▸ **DIRECTIONS**: From the listing below, extract each line containing the string "Edgewater".
### RAW DATA ###
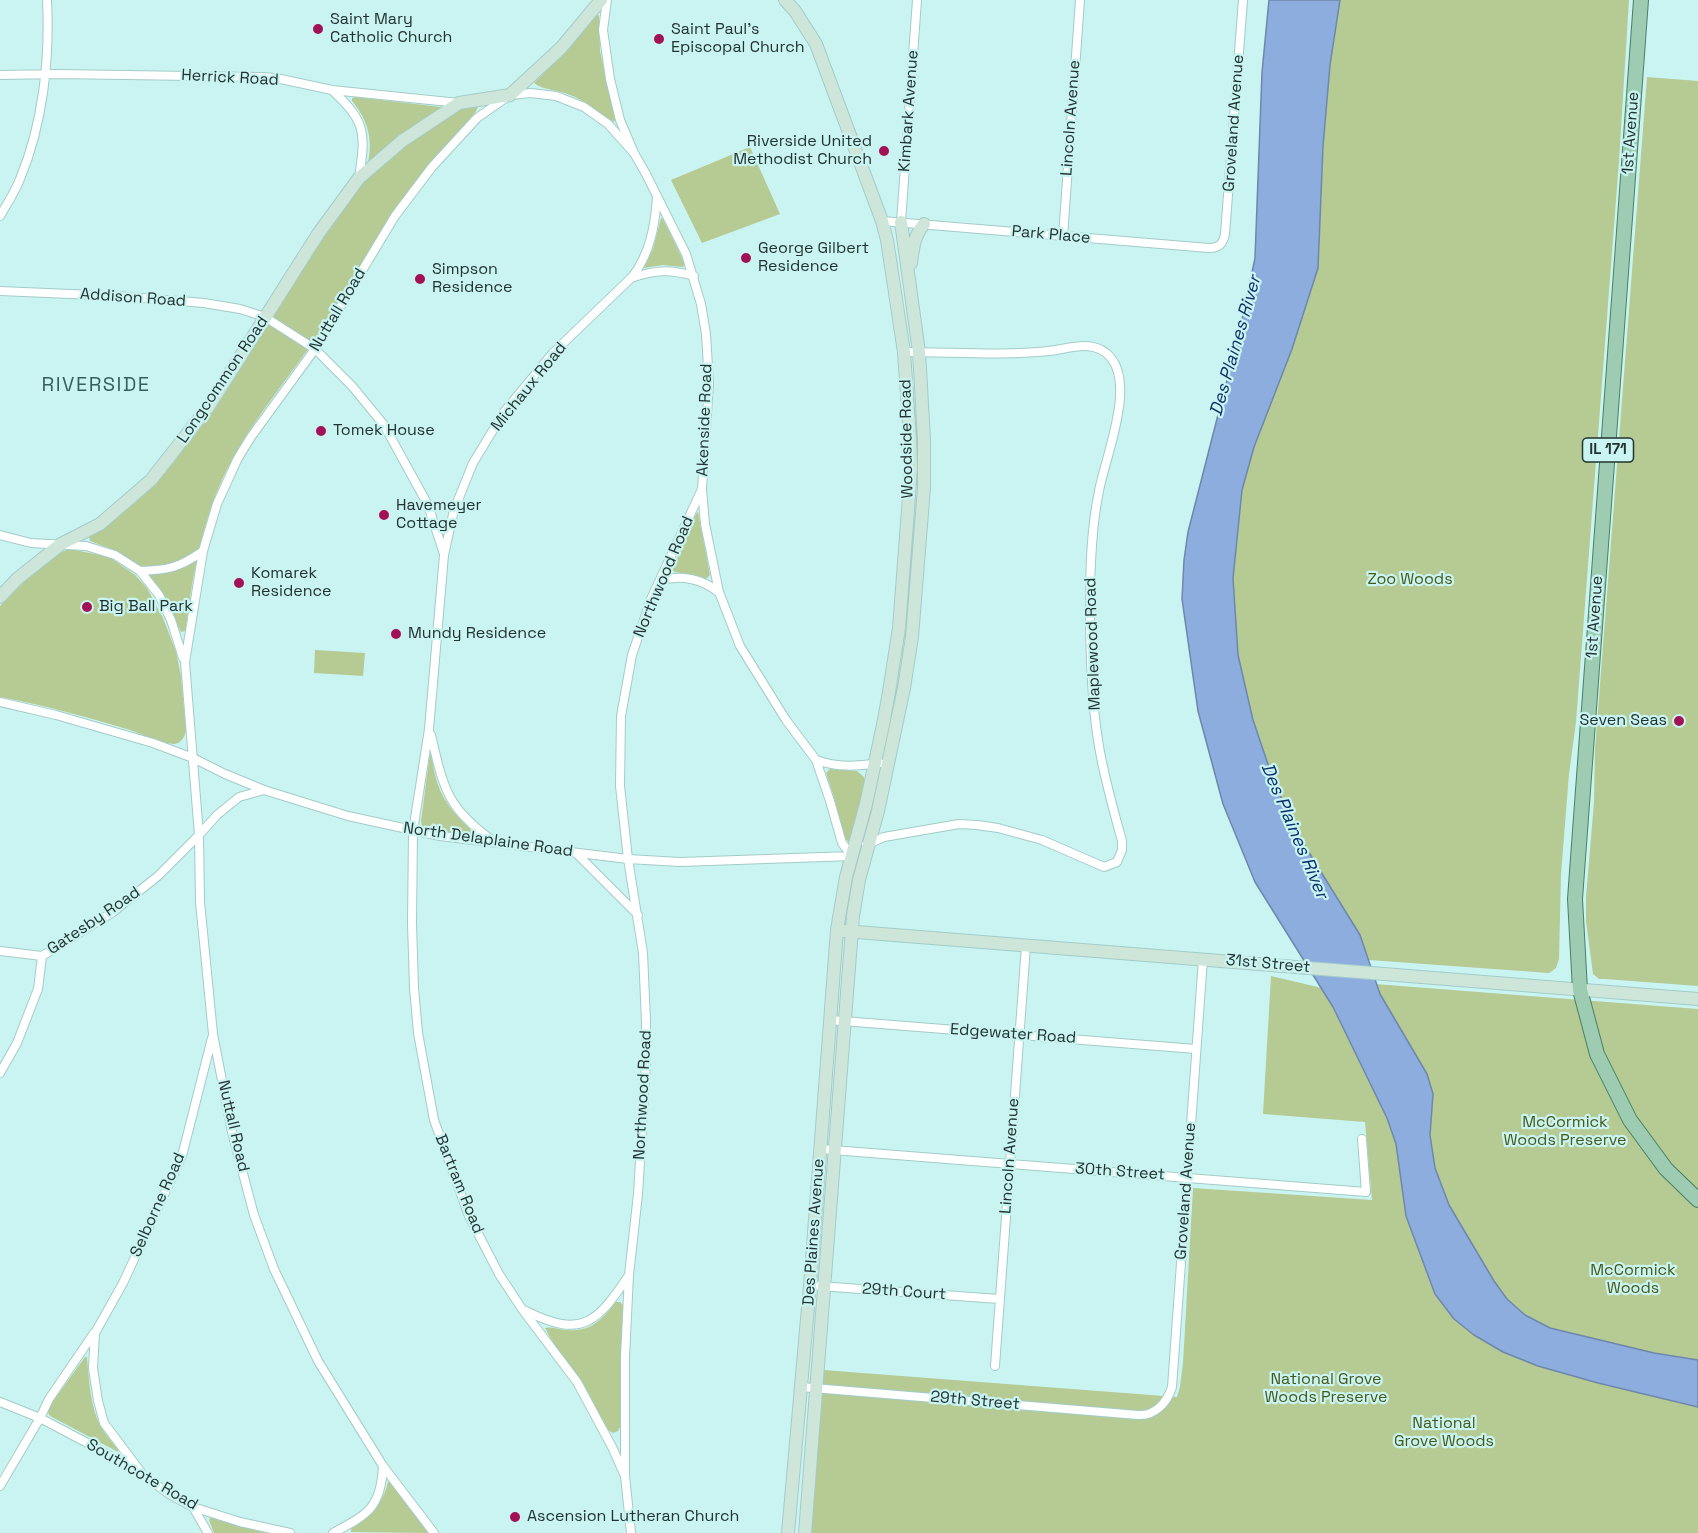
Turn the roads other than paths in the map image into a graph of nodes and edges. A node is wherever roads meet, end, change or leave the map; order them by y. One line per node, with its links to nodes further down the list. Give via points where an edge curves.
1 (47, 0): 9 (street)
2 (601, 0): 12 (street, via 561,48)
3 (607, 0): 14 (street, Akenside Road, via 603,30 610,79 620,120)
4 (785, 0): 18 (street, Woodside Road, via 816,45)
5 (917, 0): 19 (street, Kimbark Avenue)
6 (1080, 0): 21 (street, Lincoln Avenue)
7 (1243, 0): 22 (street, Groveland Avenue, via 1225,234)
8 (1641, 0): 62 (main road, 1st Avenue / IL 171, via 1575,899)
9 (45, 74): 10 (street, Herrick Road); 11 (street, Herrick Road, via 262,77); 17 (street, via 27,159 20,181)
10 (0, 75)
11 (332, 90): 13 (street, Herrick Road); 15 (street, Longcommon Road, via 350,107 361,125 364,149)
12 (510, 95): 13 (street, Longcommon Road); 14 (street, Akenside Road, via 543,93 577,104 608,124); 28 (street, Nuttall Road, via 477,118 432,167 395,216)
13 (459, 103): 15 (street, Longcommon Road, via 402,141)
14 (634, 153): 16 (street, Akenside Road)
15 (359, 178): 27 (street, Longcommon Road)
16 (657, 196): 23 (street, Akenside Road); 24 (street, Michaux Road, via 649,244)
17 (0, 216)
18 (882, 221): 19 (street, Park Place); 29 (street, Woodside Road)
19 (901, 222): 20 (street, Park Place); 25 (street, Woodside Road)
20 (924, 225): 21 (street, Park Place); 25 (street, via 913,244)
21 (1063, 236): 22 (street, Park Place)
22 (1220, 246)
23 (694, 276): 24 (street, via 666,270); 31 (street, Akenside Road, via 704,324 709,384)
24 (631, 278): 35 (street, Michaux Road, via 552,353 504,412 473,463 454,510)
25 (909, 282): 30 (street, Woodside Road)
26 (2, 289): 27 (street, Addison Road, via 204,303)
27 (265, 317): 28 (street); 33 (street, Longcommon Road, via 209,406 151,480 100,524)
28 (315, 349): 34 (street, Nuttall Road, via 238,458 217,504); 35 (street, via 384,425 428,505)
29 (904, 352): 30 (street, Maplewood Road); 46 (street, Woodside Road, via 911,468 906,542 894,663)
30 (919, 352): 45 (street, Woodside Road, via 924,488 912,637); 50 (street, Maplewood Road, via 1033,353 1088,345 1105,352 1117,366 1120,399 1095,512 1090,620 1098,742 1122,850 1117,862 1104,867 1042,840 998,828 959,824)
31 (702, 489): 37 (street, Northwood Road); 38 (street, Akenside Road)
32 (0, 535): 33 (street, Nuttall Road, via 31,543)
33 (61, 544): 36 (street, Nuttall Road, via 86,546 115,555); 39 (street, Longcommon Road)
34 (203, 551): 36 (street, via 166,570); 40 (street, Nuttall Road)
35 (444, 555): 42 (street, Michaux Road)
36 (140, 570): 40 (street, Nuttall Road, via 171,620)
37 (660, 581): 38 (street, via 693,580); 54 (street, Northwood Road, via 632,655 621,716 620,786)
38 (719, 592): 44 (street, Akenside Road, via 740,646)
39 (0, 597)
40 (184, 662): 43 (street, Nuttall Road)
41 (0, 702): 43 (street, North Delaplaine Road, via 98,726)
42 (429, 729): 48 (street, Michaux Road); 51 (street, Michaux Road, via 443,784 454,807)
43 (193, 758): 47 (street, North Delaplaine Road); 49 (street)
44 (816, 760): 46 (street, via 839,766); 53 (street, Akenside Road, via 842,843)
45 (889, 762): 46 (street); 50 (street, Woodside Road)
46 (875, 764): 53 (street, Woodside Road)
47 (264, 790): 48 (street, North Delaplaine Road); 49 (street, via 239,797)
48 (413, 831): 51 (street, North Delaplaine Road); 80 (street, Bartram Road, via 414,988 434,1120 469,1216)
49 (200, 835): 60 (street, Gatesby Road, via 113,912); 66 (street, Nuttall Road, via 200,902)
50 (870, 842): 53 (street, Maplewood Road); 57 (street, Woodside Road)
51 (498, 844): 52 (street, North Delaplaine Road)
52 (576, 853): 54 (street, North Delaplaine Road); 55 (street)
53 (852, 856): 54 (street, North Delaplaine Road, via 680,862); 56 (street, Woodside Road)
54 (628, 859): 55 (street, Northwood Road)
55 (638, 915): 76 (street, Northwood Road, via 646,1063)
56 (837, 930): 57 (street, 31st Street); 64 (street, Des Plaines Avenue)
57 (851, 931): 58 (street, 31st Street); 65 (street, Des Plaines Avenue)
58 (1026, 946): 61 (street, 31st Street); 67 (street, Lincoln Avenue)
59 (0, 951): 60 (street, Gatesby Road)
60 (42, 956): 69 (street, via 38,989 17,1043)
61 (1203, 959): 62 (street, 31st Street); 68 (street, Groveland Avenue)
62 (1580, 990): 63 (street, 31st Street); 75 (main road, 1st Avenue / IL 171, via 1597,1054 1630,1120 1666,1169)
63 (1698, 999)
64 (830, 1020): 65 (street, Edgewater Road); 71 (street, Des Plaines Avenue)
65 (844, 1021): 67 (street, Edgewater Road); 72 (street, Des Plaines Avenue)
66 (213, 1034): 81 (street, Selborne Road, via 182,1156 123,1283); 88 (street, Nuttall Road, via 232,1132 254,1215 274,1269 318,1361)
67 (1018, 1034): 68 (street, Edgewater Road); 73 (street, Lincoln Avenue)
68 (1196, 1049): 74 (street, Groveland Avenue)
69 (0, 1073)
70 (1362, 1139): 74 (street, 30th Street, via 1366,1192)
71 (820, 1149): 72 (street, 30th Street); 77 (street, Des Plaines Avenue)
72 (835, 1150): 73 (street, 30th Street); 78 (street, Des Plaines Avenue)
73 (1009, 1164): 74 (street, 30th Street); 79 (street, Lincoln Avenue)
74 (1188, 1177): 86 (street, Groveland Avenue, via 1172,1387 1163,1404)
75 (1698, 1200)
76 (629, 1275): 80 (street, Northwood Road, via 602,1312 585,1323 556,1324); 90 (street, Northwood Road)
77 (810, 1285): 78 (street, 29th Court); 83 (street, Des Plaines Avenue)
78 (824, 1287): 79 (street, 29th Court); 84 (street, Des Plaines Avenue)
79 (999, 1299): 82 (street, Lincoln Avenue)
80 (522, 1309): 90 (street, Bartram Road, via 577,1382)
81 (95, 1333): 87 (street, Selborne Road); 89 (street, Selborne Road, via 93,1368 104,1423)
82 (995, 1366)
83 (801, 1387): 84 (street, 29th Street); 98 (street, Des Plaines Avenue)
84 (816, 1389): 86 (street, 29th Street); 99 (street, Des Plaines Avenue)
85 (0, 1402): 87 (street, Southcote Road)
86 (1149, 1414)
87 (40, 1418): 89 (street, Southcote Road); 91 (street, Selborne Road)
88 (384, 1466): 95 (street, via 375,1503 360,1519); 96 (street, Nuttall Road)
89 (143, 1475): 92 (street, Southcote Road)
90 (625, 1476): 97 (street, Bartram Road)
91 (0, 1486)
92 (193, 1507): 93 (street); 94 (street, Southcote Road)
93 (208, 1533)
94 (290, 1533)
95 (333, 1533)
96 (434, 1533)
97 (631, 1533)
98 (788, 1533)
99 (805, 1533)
###
### RAW DATA ###
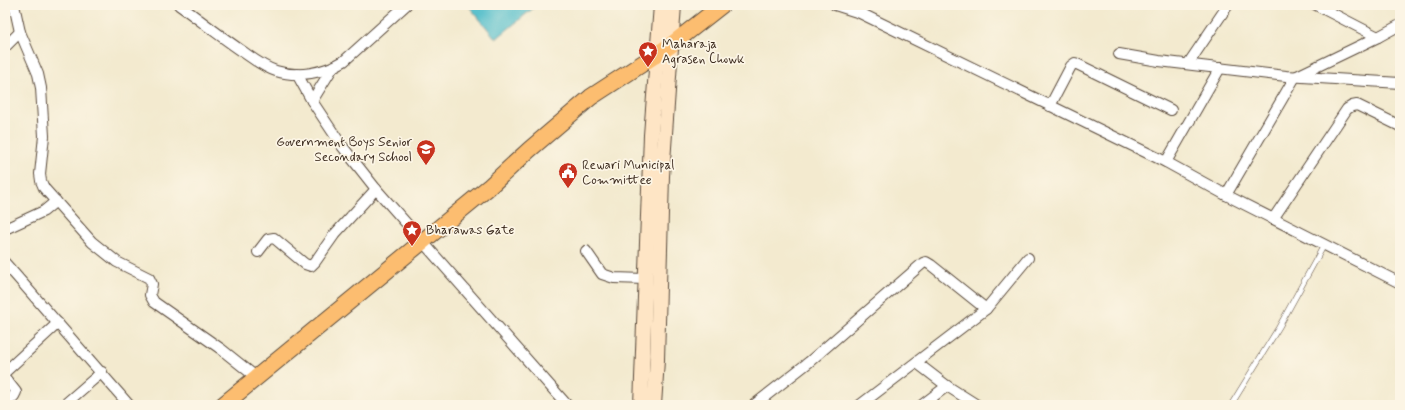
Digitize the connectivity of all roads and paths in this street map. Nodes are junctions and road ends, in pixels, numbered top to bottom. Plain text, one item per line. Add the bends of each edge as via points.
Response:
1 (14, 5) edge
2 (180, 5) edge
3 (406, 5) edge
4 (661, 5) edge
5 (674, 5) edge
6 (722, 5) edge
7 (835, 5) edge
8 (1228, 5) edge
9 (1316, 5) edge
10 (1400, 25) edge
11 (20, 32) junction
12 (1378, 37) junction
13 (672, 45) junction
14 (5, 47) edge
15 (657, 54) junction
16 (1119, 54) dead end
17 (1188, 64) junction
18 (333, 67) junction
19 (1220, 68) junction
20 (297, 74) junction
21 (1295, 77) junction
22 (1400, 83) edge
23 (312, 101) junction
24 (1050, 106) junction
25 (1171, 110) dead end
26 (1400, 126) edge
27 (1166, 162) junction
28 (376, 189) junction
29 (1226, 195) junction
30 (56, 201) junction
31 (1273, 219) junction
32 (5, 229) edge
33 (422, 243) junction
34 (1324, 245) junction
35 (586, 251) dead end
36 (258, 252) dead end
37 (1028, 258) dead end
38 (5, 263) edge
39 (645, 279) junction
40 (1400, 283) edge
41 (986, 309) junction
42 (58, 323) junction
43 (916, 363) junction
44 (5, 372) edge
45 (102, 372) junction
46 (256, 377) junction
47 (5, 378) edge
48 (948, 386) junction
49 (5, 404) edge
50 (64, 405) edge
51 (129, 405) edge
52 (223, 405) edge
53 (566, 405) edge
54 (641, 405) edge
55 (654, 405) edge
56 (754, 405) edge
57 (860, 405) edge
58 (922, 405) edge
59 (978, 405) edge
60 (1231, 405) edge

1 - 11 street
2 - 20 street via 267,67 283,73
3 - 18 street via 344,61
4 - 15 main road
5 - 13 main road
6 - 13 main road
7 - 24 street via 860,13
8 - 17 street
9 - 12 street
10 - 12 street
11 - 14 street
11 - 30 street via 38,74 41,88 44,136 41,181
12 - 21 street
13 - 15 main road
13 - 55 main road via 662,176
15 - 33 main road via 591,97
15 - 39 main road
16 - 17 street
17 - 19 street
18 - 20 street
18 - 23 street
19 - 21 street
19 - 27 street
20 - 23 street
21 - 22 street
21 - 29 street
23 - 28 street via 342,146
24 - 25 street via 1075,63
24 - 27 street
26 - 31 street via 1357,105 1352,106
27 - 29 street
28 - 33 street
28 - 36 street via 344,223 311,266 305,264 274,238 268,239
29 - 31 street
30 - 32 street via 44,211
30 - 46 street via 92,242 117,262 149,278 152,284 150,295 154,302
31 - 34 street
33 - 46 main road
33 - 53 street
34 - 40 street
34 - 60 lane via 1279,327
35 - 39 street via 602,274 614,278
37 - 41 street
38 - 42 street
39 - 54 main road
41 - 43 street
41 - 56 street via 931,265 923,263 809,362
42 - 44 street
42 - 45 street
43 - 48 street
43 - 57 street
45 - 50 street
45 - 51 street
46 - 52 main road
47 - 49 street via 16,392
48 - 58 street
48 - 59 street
###
▸ **YOUR RESPONSE**:
64 (830, 1020): 65 (street, Edgewater Road); 71 (street, Des Plaines Avenue)
65 (844, 1021): 67 (street, Edgewater Road); 72 (street, Des Plaines Avenue)
67 (1018, 1034): 68 (street, Edgewater Road); 73 (street, Lincoln Avenue)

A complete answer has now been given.